Wednesday 27 October 2021

Genetic differentiation between contemporary British and Irish populations

 


"This seems to me a thing to be noticed, that just as the men of this country are, during this mortal life, more prone to anger and revenge than any other race, so in eternal death the saints of this land, that have been elevated by their merits, are more vindictive than the saints of any other region." - Gerald of Wales, Topographia Hibernica 


"The Irish hate our order, our civilization, our enterprising industry, our pure religion. This wild, reckless, indolent, uncertain and superstitious race have no sympathy with the English character. Their ideal of human felicity is an alternation of clannish broils and coarse idolatry. Their history describes an unbroken circle of bigotry and blood." - Benjamin Disraeli


"Besides some small islands round about Britain, there is also a large island, Ierne, which stretches parallel to Britain on the north, its breadth being greater than its length. Concerning this island I have nothing certain to tell, except that its inhabitants are more savage than the Britons, since they are man-eaters as well as heavy eaters, and since, further, they count it an honourable thing, when their fathers die, to devour them, and openly to have intercourse, not only with the other women, but also with their mothers and sisters; but I am saying this only with the understanding that I have no trustworthy witnesses for it; and yet, as for the matter of man-eating, that is said to be a custom of the Scythians also, and, in cases of necessity forced by sieges, the Celti, the Iberians, and several other peoples are said to have practised it." - Strabo, Geographica


                                                                                
How different (or similar?) are the Irish and their beloved British neighbours? The answer will more than likely piss off both armchair republicans and loyalists alike. The latter claiming to be the true original inhabitants of the Cruithin only retaking what was always rightfully theirs whilst the former claim to be bastard descendants of Egpytian pharaohs and shipwrecked Basque pescaderos. The sad truth is that both factions are far more interrelated to one another than both would be comfortable admitting regardless of who was what or where going back to antiquity because the British and Irish relationship is far deeper than antiquity. As old to antiquity as antiquity is to us now in 2021. But in the case of the Irish there has been substantially less homogenisation since then. Almost going back as far to the late bronze age (but unfortunately no samples have yet been published from Ireland).

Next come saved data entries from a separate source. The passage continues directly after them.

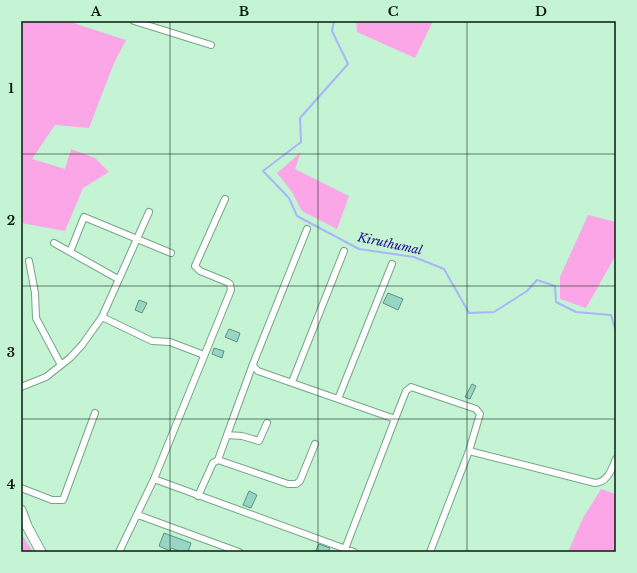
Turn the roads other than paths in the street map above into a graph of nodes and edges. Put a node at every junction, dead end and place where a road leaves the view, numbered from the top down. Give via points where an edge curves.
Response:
1 (135, 21) edge
2 (211, 45) dead end
3 (225, 199) dead end
4 (149, 212) dead end
5 (307, 229) dead end
6 (137, 240) junction
7 (54, 244) dead end
8 (344, 251) dead end
9 (70, 252) junction
10 (171, 253) dead end
11 (29, 262) dead end
12 (392, 264) dead end
13 (118, 279) junction
14 (102, 317) junction
15 (204, 355) junction
16 (253, 364) junction
17 (62, 365) junction
18 (292, 382) junction
19 (21, 387) edge
20 (338, 399) junction
21 (95, 413) dead end
22 (395, 419) junction
23 (266, 423) dead end
24 (227, 435) junction
25 (315, 444) dead end
26 (469, 451) junction
27 (616, 459) edge
28 (218, 460) junction
29 (154, 480) junction
30 (21, 488) edge
31 (198, 496) junction
32 (21, 510) edge
33 (138, 514) junction
34 (346, 549) junction
35 (40, 552) edge
36 (119, 552) edge
37 (239, 552) edge
38 (354, 552) edge
39 (430, 552) edge

1 - 2 street
3 - 15 street via 195,266 200,271 227,282 231,287
4 - 6 street
5 - 16 street
6 - 9 street via 84,217
6 - 10 street
6 - 13 street
7 - 9 street
8 - 18 street
9 - 13 street
11 - 17 street via 35,293 36,318
12 - 20 street
13 - 14 street
14 - 15 street via 152,341 170,342
14 - 17 street via 82,345
15 - 29 street
16 - 18 street via 258,371
16 - 24 street
17 - 19 street via 46,377
18 - 20 street
20 - 22 street
21 - 30 street via 63,500 52,500
22 - 26 street via 406,391 411,387 476,409 480,417
22 - 34 street
23 - 24 street via 259,441
24 - 28 street
25 - 28 street via 300,481 296,484 288,484
26 - 27 street via 595,483 601,483 607,478
26 - 39 street
28 - 31 street via 213,463
29 - 31 street
29 - 33 street
31 - 34 street
32 - 35 main road
33 - 36 street
33 - 37 street
34 - 38 street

To illustrate this elevated single grave/rhineland bell beaker drift in Ireland (which I believe peaks in Connaught where y-haplogroup R1b reaches its highest frequency in the world) I will be resorting to the Global 25 PCA courtesy of the eurogenes blog and examine samples going all the way from Bronze age to Medieval times.

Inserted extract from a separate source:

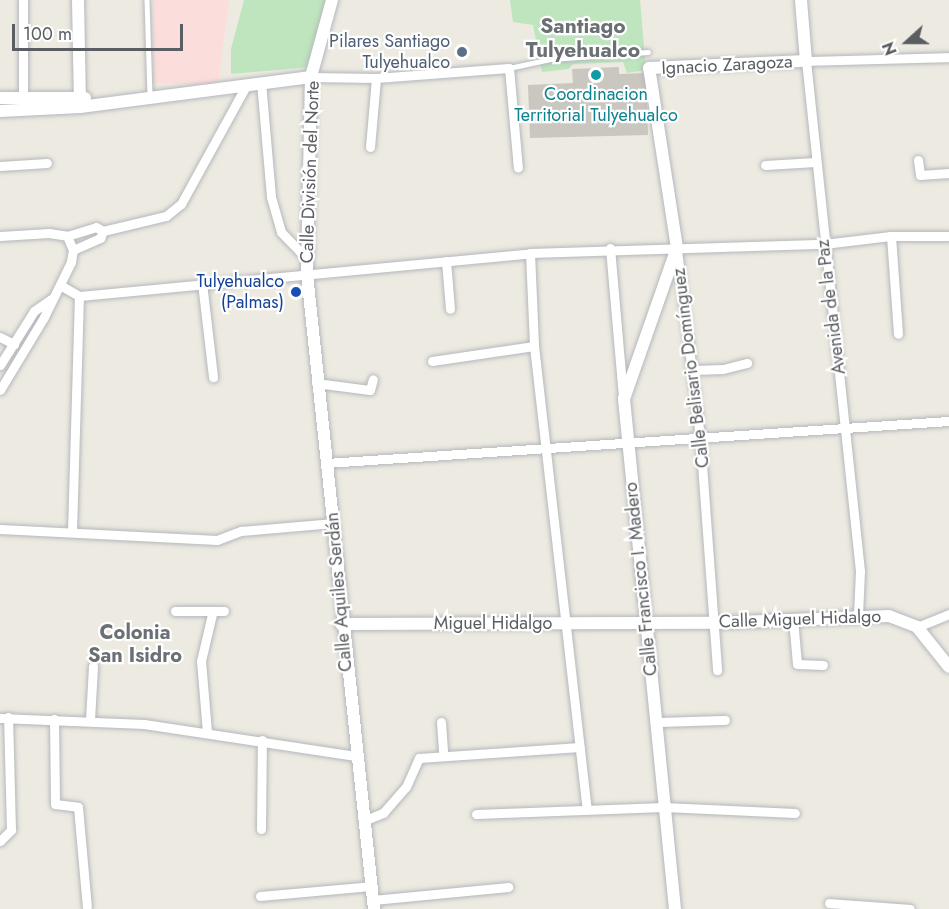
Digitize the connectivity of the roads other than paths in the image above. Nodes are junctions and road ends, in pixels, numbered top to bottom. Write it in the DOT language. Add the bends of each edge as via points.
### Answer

Chalcolithic/Early Bronze Age

While the G25 is not perfect for mapping NW euro variation
it does a damn fine job of playing out this bronze age
drift.




Middle Bronze Age

MBA samples from Ireland/Wales not available but gradually
the distances to moderns become lower as local neolithic
holdouts are absorbed into the overall population.





Late Bronze Age

Before arrival of Brythonics with Hallstatt C culture.






Iron Age

After arrival of Brythonics there is noticeable increase in EEF.
Even slightly more than modern Irish surprisingly hence the 
higher distance than Scotland_LBA. 
Surely after the arrival of Anglo-Saxons and Vikangs
this close drift with Irish ends?


Early Medieval

Picts narrowly plot closer to modern Scots but quite shockingly
the early medieval samples mostly taken from an 8-9th century
grave from Hinxton, Cambridgeshire plot 
nearest to Irish again so they are heavily intermingled 
with assimilated Brythonics. This would seem to 
indicate that modern Anglos require extra "Southern" drift
that likely arrived from France during the high medieval
era due to the close relations Plantagenets had with French
nobility.
  


Last year's Viking burial paper Sikora et al 2020 goes into this southern drift which I have suspected for some time in the supplementary materials note 11:

"A major 2020 study, which used DNA from Viking-era burials in various regions across Europe, found that modern English samples showed nearly equal contributions from a native British "North Atlantic" population and a Danish-like population. While much of the latter signature was attributed to the earlier settlement of the Anglo-Saxons, it was calculated that up to 6% of it could have come from Danish Vikings, with a further 4% contribution from a Norwegian-like source representing the Norwegian Vikings. The study also found an average 18% admixture from a source further south in Europe, which was interpreted as reflecting the legacy of French migration under the Normans."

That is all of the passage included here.